▸ **Problem statement**
Going through the entries below, count each line that holds "Saint" and give only the total.

Source records
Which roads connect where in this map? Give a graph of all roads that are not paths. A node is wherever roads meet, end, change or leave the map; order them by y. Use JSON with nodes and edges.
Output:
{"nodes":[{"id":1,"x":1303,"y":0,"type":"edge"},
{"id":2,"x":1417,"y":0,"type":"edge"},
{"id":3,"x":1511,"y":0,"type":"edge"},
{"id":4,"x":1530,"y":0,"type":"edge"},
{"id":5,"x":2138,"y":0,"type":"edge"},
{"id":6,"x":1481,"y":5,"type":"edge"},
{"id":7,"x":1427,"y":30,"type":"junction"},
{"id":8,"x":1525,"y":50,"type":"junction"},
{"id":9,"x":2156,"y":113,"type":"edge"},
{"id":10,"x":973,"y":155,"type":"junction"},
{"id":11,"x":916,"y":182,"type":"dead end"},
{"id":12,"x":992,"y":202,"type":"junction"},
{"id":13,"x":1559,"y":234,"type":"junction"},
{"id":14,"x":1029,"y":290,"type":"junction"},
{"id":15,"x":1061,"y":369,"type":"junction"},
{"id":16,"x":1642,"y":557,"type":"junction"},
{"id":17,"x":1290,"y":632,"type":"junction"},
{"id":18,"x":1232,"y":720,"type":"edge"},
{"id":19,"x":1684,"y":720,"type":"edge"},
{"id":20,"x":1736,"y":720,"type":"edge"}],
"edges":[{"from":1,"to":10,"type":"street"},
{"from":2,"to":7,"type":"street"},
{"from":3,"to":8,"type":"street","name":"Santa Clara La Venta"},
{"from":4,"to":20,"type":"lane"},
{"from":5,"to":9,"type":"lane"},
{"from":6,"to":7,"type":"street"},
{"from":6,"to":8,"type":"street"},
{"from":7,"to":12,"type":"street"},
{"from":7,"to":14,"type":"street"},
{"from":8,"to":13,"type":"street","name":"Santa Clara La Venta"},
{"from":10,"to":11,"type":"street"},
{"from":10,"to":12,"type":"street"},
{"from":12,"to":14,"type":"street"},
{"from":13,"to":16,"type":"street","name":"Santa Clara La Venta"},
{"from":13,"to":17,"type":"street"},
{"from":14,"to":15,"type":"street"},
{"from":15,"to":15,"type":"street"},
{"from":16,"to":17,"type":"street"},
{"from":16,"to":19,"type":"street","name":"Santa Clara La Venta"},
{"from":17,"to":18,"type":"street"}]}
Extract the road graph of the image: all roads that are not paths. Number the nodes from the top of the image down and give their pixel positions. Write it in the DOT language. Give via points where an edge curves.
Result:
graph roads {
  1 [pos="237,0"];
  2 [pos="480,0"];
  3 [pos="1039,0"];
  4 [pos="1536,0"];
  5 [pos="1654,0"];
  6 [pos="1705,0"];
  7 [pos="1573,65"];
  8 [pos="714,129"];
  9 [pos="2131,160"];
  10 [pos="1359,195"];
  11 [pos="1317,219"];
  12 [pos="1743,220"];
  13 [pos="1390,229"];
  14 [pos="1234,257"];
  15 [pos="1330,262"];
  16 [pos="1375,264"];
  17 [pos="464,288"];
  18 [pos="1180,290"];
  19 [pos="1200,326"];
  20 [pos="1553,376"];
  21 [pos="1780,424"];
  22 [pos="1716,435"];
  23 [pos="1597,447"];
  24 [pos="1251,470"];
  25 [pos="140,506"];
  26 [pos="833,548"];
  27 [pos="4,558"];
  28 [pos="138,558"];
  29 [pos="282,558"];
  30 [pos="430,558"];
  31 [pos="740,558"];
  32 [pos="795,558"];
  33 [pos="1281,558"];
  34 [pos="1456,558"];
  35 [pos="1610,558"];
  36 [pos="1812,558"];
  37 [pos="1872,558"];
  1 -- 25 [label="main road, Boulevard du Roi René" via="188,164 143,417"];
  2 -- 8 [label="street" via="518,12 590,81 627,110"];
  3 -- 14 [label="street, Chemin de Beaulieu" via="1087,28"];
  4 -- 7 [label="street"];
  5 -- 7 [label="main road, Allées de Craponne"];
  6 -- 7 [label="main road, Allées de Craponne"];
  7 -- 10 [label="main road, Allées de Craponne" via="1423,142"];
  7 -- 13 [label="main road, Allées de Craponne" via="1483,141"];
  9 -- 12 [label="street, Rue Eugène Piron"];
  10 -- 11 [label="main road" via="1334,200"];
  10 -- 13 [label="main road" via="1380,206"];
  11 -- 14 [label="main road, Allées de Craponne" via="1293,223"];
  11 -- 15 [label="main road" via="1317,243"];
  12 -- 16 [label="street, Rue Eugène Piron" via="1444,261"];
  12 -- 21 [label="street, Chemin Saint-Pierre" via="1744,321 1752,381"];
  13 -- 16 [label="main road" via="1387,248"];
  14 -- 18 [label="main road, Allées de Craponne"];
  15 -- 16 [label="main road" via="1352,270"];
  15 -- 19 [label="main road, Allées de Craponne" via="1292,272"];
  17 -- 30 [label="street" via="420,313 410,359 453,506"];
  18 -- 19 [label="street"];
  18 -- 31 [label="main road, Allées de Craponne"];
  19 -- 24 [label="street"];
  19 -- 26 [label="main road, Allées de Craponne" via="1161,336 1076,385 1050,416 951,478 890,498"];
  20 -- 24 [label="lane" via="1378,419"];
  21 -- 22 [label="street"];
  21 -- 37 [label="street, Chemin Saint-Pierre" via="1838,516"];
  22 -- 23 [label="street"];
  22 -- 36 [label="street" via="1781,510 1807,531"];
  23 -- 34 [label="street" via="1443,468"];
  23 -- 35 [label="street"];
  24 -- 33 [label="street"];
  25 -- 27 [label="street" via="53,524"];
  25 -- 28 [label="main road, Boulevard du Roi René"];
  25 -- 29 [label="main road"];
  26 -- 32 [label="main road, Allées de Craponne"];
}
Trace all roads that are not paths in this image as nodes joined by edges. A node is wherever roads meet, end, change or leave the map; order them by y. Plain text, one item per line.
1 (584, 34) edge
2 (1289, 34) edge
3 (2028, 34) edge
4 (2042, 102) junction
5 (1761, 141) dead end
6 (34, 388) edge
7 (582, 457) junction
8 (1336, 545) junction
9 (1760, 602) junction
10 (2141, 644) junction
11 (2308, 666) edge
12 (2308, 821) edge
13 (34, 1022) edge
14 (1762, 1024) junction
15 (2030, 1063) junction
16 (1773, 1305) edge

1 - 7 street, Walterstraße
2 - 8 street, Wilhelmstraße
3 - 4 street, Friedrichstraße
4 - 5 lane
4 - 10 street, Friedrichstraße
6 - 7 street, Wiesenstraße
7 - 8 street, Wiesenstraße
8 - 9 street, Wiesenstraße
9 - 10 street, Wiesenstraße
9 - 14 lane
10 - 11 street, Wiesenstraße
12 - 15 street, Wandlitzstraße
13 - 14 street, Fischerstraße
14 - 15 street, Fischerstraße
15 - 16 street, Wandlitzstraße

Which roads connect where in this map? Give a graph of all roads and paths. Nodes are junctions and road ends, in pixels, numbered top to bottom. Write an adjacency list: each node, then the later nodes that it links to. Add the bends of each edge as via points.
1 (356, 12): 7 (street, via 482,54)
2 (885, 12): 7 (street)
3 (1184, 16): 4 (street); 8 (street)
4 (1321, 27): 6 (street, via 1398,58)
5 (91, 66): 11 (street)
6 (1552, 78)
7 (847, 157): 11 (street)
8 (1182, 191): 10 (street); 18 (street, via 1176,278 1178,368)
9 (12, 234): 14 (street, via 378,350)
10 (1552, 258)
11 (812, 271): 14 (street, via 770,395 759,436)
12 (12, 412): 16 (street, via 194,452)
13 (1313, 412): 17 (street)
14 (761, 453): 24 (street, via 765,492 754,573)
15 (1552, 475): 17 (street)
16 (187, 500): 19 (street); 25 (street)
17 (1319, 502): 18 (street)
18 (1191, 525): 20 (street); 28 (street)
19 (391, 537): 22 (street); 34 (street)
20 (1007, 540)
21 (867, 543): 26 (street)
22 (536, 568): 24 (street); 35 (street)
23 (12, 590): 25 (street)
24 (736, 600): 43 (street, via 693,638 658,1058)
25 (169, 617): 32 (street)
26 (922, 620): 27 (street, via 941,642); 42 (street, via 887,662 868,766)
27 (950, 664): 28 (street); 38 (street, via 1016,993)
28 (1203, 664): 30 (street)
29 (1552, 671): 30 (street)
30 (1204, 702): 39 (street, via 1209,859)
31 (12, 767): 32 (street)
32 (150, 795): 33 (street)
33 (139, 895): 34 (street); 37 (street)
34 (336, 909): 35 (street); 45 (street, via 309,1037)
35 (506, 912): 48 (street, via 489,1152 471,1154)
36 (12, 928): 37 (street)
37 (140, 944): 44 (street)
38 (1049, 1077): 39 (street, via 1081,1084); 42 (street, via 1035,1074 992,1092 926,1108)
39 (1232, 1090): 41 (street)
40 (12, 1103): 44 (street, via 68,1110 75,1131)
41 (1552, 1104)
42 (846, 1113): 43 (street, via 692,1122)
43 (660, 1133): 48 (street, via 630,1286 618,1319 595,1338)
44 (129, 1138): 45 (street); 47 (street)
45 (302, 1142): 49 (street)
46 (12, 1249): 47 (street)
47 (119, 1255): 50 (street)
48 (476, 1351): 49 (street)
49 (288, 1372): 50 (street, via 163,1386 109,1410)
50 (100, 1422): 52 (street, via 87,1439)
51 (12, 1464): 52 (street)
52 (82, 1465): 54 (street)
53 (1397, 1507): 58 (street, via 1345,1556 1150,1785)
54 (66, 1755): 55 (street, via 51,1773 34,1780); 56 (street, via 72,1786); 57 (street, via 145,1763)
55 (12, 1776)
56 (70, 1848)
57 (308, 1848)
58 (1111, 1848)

▸ **Solution to the exercise**
2